Among the records below, which lines contain the string "JSON"? Report them.

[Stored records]
**********

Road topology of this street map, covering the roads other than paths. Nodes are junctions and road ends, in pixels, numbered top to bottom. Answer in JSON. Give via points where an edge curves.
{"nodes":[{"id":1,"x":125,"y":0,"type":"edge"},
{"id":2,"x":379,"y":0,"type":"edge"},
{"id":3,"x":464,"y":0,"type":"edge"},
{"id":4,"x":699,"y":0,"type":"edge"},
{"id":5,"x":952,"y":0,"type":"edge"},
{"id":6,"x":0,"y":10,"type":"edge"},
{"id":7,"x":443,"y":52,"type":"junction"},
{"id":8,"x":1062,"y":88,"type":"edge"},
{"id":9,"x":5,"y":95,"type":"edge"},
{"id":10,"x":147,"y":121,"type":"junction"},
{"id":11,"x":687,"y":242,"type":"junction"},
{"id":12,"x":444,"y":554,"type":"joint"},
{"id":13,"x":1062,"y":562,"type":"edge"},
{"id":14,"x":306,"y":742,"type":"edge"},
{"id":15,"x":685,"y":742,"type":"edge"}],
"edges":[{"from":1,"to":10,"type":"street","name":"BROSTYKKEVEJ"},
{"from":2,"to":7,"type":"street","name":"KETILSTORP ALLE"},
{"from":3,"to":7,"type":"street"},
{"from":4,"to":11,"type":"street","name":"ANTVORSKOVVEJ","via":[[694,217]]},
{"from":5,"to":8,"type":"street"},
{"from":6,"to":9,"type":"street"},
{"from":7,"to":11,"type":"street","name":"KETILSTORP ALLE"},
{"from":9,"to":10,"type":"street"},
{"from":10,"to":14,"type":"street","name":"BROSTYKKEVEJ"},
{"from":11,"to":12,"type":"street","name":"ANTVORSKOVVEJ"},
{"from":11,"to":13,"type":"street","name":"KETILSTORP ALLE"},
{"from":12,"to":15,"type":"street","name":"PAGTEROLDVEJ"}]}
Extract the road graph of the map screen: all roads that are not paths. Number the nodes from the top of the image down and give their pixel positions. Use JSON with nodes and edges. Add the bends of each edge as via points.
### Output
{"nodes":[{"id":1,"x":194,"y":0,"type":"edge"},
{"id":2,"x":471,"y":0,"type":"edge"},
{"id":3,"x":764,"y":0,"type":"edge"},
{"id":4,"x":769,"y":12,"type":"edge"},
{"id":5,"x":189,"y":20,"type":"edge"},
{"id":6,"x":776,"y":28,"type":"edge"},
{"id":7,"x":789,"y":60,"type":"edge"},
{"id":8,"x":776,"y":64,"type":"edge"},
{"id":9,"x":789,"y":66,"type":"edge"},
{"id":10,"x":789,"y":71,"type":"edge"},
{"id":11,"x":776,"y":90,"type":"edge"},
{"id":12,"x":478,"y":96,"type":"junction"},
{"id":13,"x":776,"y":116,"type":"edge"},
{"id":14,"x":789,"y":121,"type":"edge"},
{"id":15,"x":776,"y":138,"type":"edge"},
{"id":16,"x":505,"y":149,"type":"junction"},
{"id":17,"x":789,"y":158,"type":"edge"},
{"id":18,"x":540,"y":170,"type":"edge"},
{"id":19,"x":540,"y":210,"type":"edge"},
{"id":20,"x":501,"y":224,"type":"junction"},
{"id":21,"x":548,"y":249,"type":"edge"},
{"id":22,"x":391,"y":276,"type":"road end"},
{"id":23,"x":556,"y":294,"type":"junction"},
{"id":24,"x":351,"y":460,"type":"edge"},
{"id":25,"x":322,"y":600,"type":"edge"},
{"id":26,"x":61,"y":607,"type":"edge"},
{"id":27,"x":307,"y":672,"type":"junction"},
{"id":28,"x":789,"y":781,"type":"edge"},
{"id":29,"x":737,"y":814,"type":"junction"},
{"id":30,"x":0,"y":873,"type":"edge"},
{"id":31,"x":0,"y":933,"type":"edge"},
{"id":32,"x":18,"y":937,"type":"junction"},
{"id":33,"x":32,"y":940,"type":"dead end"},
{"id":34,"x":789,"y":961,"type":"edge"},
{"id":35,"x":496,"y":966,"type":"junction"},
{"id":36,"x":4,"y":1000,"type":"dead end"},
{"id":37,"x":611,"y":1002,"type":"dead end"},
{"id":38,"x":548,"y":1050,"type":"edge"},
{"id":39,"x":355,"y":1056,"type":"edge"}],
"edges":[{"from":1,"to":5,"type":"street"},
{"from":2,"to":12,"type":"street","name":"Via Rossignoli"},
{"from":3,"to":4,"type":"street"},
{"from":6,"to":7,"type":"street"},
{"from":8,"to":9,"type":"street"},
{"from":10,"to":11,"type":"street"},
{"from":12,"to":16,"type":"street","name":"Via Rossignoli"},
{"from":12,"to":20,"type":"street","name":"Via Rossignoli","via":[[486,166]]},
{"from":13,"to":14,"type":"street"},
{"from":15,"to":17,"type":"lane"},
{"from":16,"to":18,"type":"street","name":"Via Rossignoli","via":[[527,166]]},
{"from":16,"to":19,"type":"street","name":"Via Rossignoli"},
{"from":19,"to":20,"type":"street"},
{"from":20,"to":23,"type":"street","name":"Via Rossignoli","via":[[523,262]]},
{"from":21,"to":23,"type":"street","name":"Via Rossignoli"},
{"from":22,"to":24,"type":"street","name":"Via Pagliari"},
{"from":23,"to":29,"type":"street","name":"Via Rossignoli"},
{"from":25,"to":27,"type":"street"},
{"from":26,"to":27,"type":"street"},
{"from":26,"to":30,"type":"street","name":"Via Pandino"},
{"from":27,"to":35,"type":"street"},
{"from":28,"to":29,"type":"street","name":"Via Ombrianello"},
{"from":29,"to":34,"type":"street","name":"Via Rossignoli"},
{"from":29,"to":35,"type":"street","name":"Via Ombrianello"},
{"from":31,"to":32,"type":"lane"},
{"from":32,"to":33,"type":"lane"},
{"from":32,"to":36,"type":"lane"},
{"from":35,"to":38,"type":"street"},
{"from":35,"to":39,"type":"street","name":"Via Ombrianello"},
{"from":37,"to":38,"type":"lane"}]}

**********

## WRITTEN ANSWER
Road topology of this street map, covering the roads other than paths. Nodes are junctions and road ends, in pixels, numbered top to bottom. Answer in JSON. Give via points where an edge curves.
Extract the road graph of the map screen: all roads that are not paths. Number the nodes from the top of the image down and give their pixel positions. Use JSON with nodes and edges. Add the bends of each edge as via points.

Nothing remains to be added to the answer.